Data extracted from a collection
>>>
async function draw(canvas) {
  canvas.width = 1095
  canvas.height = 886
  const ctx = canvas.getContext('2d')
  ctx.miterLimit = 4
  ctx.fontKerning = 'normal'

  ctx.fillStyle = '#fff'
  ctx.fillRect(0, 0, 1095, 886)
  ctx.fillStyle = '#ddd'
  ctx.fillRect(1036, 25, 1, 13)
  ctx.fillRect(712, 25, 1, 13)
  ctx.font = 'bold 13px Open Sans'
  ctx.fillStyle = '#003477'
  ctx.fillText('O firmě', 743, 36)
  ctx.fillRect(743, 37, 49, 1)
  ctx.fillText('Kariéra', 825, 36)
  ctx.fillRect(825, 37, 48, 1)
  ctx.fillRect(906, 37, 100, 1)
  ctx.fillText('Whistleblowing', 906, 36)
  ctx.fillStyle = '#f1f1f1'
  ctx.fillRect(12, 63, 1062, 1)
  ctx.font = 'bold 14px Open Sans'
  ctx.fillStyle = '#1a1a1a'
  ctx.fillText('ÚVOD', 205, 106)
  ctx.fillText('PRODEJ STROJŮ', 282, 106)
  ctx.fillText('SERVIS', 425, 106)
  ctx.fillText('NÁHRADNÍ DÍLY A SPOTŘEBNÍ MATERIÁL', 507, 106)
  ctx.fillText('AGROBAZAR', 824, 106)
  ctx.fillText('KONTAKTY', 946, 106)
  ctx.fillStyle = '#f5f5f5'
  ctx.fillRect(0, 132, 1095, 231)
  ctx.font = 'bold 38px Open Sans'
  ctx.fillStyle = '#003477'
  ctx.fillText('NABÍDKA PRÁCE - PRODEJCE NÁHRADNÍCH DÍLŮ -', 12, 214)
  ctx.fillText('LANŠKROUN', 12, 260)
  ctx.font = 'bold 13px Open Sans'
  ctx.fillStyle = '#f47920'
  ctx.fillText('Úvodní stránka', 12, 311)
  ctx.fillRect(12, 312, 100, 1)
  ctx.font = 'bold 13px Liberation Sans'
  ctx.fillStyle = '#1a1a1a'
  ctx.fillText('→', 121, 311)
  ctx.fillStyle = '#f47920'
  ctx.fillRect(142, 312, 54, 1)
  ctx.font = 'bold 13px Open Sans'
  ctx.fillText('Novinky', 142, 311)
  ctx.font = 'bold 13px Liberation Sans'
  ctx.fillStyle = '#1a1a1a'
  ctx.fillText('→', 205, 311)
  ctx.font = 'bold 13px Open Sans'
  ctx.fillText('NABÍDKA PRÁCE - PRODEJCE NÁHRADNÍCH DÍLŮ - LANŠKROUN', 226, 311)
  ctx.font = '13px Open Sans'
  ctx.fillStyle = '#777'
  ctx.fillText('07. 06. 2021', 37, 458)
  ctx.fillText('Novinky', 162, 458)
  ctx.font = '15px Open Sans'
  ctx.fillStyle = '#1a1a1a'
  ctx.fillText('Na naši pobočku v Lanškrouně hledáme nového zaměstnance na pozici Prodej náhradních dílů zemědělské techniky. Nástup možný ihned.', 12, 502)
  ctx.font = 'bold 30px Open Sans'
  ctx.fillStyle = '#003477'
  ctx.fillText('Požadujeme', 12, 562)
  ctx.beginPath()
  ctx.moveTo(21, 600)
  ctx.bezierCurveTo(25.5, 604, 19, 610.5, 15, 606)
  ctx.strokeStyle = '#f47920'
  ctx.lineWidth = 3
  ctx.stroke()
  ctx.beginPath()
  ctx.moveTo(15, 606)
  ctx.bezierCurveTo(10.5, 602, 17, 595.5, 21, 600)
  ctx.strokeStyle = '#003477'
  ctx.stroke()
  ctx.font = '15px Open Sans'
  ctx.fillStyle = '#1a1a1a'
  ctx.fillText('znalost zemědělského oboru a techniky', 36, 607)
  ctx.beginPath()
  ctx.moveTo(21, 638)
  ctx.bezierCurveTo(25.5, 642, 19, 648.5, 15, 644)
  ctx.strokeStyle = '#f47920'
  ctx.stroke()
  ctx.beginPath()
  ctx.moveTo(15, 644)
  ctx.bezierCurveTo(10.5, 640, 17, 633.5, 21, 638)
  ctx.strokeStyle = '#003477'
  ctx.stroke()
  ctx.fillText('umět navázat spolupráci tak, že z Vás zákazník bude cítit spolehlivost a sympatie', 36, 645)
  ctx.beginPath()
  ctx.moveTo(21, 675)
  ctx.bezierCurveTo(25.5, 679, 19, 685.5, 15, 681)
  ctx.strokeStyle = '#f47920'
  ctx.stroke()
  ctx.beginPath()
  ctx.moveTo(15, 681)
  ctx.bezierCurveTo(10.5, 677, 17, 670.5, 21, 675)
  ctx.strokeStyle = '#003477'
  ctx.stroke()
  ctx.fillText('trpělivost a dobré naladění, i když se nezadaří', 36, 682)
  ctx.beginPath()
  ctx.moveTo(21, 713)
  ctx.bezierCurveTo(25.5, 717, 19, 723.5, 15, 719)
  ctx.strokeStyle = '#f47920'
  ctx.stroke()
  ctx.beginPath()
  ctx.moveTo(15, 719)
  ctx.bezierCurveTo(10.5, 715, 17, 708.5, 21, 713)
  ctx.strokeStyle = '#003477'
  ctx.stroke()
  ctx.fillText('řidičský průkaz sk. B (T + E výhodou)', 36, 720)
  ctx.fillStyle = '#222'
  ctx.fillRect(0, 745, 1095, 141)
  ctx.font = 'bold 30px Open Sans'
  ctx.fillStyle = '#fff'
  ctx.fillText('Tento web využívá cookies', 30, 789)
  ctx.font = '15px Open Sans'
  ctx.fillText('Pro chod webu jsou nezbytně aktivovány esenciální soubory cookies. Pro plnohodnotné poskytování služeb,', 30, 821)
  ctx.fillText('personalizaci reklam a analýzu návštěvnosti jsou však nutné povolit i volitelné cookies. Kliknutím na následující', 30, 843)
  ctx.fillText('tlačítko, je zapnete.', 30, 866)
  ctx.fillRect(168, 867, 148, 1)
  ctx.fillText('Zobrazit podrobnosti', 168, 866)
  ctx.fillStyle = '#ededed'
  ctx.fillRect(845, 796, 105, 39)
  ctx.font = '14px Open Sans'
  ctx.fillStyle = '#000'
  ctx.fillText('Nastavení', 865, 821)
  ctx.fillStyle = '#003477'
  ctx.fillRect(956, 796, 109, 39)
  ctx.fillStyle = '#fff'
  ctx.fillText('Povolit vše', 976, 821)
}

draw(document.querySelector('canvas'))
<<<
#### ACTIVITY
What you give back must be the stretch above, starting at the line with "ctx.moveTo(21, 600)" and ending at the line with "ctx.fillRect(168, 867, 148, 1)", copied exactly.

#### SOLUTION TO THIS TASK
  ctx.moveTo(21, 600)
  ctx.bezierCurveTo(25.5, 604, 19, 610.5, 15, 606)
  ctx.strokeStyle = '#f47920'
  ctx.lineWidth = 3
  ctx.stroke()
  ctx.beginPath()
  ctx.moveTo(15, 606)
  ctx.bezierCurveTo(10.5, 602, 17, 595.5, 21, 600)
  ctx.strokeStyle = '#003477'
  ctx.stroke()
  ctx.font = '15px Open Sans'
  ctx.fillStyle = '#1a1a1a'
  ctx.fillText('znalost zemědělského oboru a techniky', 36, 607)
  ctx.beginPath()
  ctx.moveTo(21, 638)
  ctx.bezierCurveTo(25.5, 642, 19, 648.5, 15, 644)
  ctx.strokeStyle = '#f47920'
  ctx.stroke()
  ctx.beginPath()
  ctx.moveTo(15, 644)
  ctx.bezierCurveTo(10.5, 640, 17, 633.5, 21, 638)
  ctx.strokeStyle = '#003477'
  ctx.stroke()
  ctx.fillText('umět navázat spolupráci tak, že z Vás zákazník bude cítit spolehlivost a sympatie', 36, 645)
  ctx.beginPath()
  ctx.moveTo(21, 675)
  ctx.bezierCurveTo(25.5, 679, 19, 685.5, 15, 681)
  ctx.strokeStyle = '#f47920'
  ctx.stroke()
  ctx.beginPath()
  ctx.moveTo(15, 681)
  ctx.bezierCurveTo(10.5, 677, 17, 670.5, 21, 675)
  ctx.strokeStyle = '#003477'
  ctx.stroke()
  ctx.fillText('trpělivost a dobré naladění, i když se nezadaří', 36, 682)
  ctx.beginPath()
  ctx.moveTo(21, 713)
  ctx.bezierCurveTo(25.5, 717, 19, 723.5, 15, 719)
  ctx.strokeStyle = '#f47920'
  ctx.stroke()
  ctx.beginPath()
  ctx.moveTo(15, 719)
  ctx.bezierCurveTo(10.5, 715, 17, 708.5, 21, 713)
  ctx.strokeStyle = '#003477'
  ctx.stroke()
  ctx.fillText('řidičský průkaz sk. B (T + E výhodou)', 36, 720)
  ctx.fillStyle = '#222'
  ctx.fillRect(0, 745, 1095, 141)
  ctx.font = 'bold 30px Open Sans'
  ctx.fillStyle = '#fff'
  ctx.fillText('Tento web využívá cookies', 30, 789)
  ctx.font = '15px Open Sans'
  ctx.fillText('Pro chod webu jsou nezbytně aktivovány esenciální soubory cookies. Pro plnohodnotné poskytování služeb,', 30, 821)
  ctx.fillText('personalizaci reklam a analýzu návštěvnosti jsou však nutné povolit i volitelné cookies. Kliknutím na následující', 30, 843)
  ctx.fillText('tlačítko, je zapnete.', 30, 866)
  ctx.fillRect(168, 867, 148, 1)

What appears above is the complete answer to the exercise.